### WHAT IS BEING ASKED
How many of the lines below hold the string "улица"? Say only the number.
++++ DATA EXTRACTS ++++
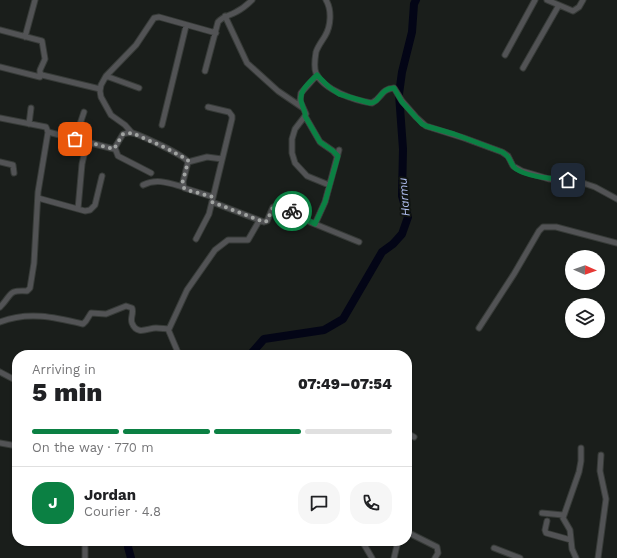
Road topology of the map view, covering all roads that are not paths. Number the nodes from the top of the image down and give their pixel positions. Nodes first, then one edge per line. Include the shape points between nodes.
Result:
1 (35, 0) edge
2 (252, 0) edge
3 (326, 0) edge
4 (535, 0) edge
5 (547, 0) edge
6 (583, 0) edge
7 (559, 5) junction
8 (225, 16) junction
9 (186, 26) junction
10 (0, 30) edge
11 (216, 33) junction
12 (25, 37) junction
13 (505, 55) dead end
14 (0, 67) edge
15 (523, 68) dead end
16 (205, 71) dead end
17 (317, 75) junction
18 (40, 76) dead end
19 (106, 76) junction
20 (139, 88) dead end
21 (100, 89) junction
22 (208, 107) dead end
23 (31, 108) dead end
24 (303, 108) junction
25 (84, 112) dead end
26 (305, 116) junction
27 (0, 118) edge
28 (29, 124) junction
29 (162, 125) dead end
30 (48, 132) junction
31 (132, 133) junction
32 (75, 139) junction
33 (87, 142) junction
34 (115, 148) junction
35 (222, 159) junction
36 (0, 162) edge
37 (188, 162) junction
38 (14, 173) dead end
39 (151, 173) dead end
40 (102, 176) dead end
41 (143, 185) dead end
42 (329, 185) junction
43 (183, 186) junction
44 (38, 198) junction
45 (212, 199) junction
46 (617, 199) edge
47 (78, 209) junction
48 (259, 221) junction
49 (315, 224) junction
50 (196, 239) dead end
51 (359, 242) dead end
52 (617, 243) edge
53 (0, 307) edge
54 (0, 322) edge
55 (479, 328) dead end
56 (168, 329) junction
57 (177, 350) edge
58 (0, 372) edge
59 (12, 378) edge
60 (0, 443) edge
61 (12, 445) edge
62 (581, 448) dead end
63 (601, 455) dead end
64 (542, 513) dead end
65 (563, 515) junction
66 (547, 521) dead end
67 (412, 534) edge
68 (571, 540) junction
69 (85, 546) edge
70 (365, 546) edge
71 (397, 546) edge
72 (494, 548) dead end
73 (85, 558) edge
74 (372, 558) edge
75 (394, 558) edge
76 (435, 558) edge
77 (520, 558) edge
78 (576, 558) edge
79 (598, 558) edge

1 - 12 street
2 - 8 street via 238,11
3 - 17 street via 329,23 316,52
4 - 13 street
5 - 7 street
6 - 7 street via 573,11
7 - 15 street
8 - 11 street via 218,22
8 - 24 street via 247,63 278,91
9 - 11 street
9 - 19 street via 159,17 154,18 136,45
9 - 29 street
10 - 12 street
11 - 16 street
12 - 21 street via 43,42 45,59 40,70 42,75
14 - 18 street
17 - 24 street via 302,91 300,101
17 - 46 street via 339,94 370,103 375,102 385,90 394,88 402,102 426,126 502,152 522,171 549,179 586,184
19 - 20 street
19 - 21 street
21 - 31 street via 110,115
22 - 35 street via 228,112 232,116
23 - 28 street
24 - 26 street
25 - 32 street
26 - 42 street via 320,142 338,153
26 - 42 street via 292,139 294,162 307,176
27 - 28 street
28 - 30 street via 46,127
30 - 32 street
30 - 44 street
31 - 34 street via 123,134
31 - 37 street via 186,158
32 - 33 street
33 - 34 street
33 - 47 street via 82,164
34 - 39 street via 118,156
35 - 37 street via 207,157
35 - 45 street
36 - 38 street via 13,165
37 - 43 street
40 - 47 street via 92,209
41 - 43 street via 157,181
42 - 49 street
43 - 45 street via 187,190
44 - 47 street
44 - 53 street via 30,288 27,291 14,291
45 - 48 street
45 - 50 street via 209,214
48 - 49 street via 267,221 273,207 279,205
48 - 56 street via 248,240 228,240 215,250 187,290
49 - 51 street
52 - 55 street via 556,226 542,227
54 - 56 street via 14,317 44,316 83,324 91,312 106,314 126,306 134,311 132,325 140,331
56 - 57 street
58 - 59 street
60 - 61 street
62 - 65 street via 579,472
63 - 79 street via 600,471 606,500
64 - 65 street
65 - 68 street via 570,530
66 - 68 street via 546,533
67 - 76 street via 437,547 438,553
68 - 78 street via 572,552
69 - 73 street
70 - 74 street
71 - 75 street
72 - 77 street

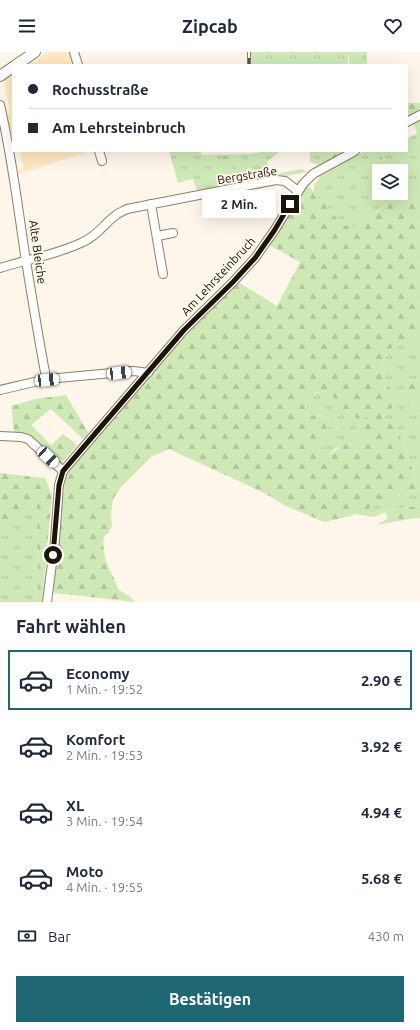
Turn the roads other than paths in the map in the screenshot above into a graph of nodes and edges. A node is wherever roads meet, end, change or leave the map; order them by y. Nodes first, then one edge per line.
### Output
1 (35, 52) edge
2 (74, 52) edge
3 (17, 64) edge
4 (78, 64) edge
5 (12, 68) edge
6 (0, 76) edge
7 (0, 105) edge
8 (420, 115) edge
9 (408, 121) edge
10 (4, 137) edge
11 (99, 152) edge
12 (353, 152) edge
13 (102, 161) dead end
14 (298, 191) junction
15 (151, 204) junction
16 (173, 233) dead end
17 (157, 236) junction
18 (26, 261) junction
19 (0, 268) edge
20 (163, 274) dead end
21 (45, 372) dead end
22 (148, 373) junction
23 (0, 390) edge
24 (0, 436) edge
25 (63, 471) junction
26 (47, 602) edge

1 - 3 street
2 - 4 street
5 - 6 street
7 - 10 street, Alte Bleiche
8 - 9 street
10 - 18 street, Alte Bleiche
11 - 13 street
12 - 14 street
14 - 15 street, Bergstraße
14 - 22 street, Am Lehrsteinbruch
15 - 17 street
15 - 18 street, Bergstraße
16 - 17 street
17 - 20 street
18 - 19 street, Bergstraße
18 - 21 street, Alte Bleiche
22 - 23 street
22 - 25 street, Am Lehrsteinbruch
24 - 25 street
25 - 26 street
++++
++++ DATA EXTRACTS ++++
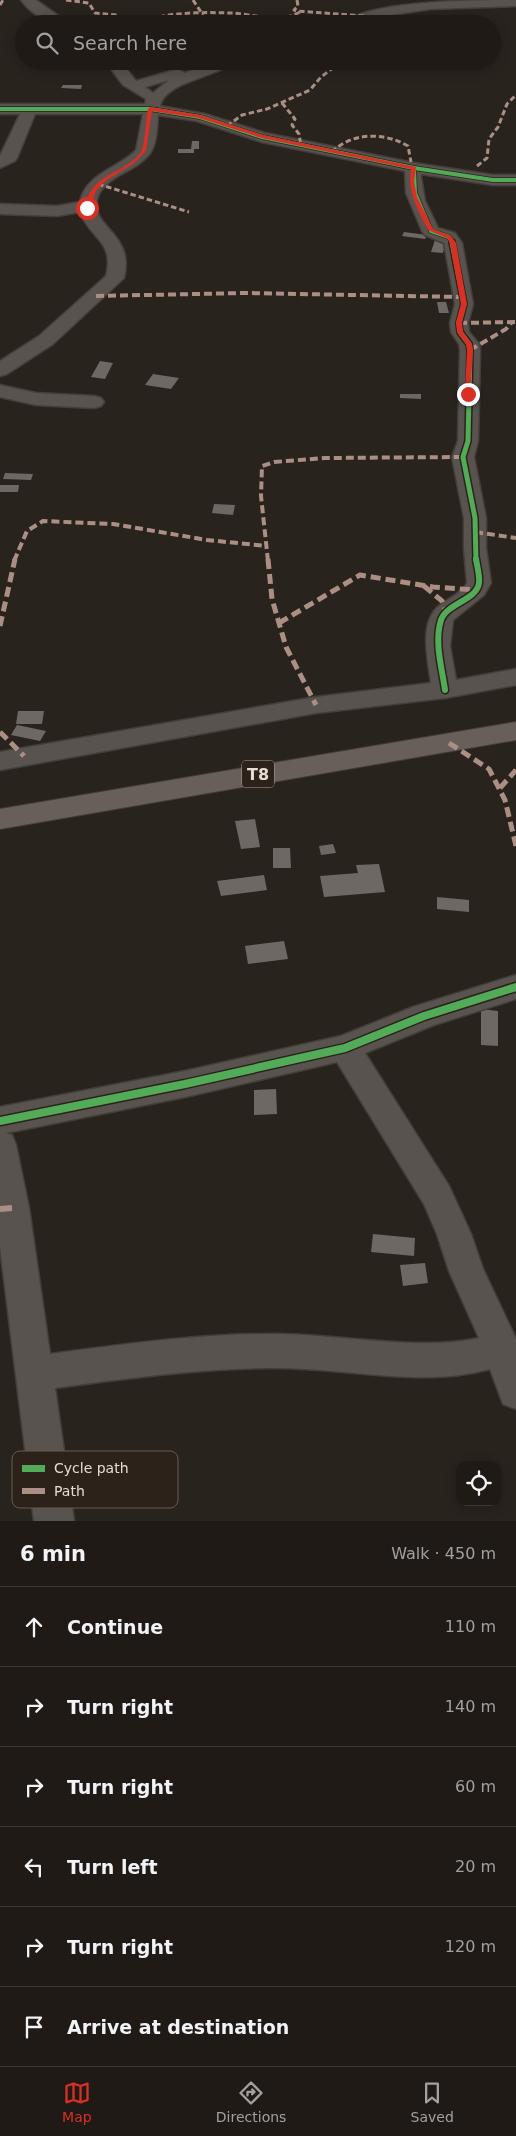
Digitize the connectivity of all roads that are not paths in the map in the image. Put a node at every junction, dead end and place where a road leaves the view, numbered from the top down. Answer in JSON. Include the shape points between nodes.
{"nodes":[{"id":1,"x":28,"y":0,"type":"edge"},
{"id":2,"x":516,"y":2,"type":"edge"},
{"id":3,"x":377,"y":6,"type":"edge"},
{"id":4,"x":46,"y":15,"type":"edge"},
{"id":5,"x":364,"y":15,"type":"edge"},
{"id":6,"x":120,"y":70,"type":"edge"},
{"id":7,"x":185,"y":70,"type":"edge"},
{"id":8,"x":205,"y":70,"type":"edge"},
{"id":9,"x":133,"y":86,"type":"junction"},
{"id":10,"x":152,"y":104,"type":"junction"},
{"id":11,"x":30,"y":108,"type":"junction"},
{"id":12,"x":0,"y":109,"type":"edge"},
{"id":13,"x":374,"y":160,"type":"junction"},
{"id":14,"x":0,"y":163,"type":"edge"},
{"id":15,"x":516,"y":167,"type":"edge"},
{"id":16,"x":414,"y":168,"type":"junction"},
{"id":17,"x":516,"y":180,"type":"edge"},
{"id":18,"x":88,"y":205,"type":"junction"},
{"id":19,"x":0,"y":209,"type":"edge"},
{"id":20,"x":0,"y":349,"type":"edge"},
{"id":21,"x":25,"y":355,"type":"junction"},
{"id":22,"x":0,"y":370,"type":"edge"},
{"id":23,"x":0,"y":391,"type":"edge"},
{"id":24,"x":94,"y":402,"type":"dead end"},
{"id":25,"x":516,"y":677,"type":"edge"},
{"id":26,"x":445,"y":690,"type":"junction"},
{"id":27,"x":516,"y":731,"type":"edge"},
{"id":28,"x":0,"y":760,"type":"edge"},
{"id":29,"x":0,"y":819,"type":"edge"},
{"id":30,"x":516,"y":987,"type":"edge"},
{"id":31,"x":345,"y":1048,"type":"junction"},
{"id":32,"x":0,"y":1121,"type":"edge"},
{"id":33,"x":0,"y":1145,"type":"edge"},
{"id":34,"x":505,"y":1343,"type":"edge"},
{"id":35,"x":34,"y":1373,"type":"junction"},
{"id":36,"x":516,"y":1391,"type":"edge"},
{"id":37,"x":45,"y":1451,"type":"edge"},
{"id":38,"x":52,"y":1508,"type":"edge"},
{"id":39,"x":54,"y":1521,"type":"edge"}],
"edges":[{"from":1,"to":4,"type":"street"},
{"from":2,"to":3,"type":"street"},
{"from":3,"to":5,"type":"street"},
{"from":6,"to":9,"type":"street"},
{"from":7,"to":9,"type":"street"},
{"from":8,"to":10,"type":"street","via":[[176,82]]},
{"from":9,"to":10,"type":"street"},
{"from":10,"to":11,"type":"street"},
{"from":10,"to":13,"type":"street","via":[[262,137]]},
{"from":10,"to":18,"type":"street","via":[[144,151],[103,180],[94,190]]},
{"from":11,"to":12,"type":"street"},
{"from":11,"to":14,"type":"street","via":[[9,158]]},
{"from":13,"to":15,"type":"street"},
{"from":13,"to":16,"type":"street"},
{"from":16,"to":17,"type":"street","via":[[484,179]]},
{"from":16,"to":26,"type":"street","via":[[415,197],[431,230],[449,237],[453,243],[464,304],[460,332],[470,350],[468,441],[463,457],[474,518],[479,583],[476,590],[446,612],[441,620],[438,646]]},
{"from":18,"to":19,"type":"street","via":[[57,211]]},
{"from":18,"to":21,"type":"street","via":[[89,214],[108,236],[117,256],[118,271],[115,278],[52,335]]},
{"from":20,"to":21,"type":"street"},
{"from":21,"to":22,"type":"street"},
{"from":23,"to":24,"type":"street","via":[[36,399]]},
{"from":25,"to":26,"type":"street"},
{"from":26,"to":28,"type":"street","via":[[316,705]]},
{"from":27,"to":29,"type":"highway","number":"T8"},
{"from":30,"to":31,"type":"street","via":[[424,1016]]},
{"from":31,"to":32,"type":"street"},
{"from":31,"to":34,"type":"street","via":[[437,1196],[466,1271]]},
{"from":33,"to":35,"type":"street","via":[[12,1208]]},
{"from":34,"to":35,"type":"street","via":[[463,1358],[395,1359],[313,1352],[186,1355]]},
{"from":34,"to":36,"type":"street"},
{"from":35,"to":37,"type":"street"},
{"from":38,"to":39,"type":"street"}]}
++++
++++ DATA EXTRACTS ++++
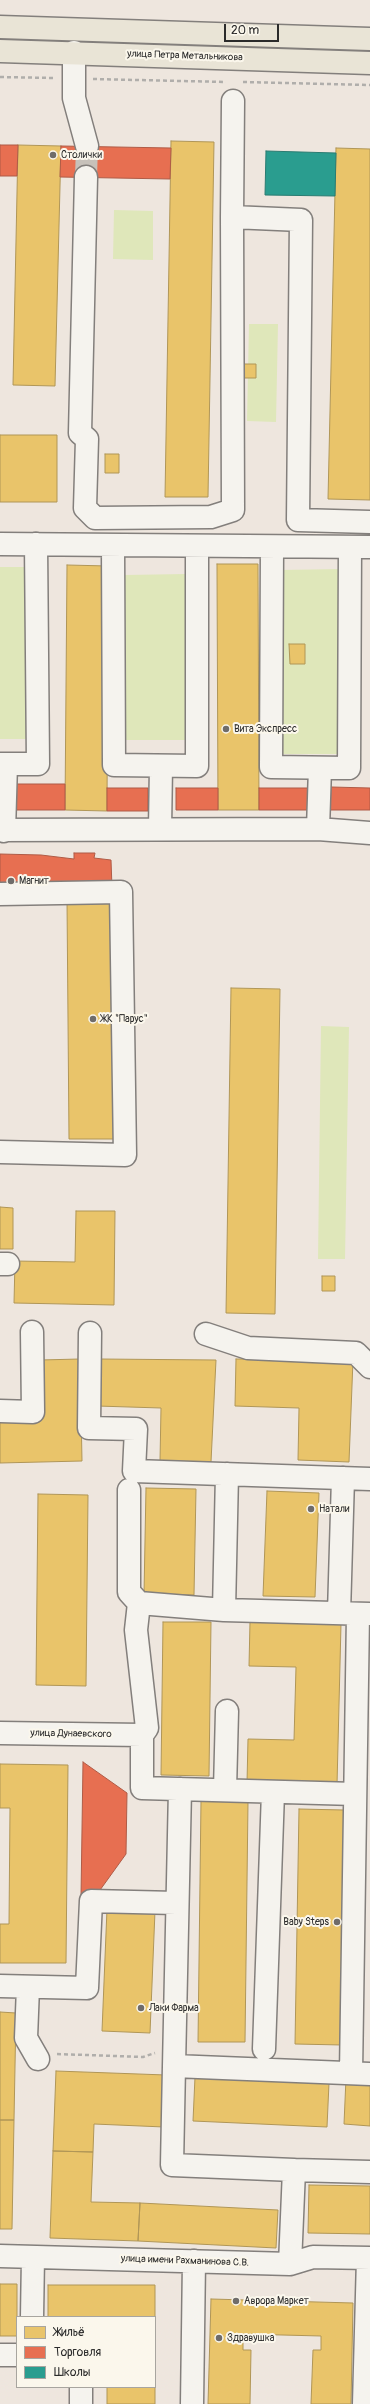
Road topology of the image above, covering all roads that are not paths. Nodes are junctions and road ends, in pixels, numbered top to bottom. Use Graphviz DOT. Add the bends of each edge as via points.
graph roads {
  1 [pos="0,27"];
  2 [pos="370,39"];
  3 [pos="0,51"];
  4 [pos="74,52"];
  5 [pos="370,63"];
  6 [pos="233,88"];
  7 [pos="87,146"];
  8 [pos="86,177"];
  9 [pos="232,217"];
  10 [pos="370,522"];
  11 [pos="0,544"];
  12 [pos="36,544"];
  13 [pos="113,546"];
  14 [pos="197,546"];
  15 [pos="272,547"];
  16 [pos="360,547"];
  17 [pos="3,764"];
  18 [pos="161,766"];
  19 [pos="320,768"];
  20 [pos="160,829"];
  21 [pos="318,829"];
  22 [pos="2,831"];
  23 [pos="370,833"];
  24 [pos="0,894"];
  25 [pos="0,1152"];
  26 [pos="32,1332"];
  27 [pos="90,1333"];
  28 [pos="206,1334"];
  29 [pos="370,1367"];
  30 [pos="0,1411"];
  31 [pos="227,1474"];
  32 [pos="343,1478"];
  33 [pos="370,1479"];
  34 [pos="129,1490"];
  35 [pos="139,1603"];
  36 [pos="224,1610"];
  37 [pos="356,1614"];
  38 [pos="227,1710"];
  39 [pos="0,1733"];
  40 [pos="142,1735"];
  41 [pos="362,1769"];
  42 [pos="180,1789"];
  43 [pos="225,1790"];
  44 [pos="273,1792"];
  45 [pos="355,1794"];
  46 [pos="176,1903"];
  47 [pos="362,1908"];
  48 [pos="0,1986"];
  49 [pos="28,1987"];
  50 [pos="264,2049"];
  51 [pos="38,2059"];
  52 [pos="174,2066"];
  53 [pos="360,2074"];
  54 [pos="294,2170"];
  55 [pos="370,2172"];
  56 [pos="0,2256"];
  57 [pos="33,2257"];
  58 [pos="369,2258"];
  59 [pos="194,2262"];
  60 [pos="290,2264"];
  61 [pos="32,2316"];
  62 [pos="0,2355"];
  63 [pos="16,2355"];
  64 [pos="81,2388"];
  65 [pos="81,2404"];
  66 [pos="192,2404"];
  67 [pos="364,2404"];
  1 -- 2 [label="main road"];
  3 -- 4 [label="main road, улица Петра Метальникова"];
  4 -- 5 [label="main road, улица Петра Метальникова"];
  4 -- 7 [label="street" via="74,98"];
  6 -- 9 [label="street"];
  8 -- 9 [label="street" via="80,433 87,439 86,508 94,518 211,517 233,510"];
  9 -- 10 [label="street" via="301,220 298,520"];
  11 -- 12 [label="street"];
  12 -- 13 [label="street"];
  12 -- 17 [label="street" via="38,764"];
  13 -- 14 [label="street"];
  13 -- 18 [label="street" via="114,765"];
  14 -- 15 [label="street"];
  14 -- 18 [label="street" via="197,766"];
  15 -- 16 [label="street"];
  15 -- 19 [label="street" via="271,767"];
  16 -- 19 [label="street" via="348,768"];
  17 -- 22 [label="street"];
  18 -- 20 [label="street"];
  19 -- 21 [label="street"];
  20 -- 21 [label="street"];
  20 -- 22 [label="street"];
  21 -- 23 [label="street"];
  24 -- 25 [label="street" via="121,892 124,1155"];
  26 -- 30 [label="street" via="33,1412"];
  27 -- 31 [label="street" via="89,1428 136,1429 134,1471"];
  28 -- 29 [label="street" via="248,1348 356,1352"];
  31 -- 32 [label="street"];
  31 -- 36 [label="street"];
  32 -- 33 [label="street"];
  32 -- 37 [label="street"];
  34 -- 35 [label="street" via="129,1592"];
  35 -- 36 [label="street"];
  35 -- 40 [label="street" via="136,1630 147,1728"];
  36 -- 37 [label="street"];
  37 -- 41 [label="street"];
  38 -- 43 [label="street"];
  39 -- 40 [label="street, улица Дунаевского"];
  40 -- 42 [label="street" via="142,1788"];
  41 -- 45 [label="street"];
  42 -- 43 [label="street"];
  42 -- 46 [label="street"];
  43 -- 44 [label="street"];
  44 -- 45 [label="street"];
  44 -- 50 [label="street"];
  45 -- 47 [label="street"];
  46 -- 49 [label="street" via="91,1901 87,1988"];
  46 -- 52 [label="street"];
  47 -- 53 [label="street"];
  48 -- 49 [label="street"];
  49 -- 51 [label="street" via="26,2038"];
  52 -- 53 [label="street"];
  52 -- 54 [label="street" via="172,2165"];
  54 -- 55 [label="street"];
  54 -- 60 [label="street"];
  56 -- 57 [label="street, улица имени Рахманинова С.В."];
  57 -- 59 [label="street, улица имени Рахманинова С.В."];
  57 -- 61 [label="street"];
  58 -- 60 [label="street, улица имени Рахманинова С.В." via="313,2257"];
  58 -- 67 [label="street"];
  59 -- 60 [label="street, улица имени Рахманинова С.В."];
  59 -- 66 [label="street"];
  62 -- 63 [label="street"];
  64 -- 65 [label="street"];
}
++++
### RESPONSE FOR THIS EXERCISE
7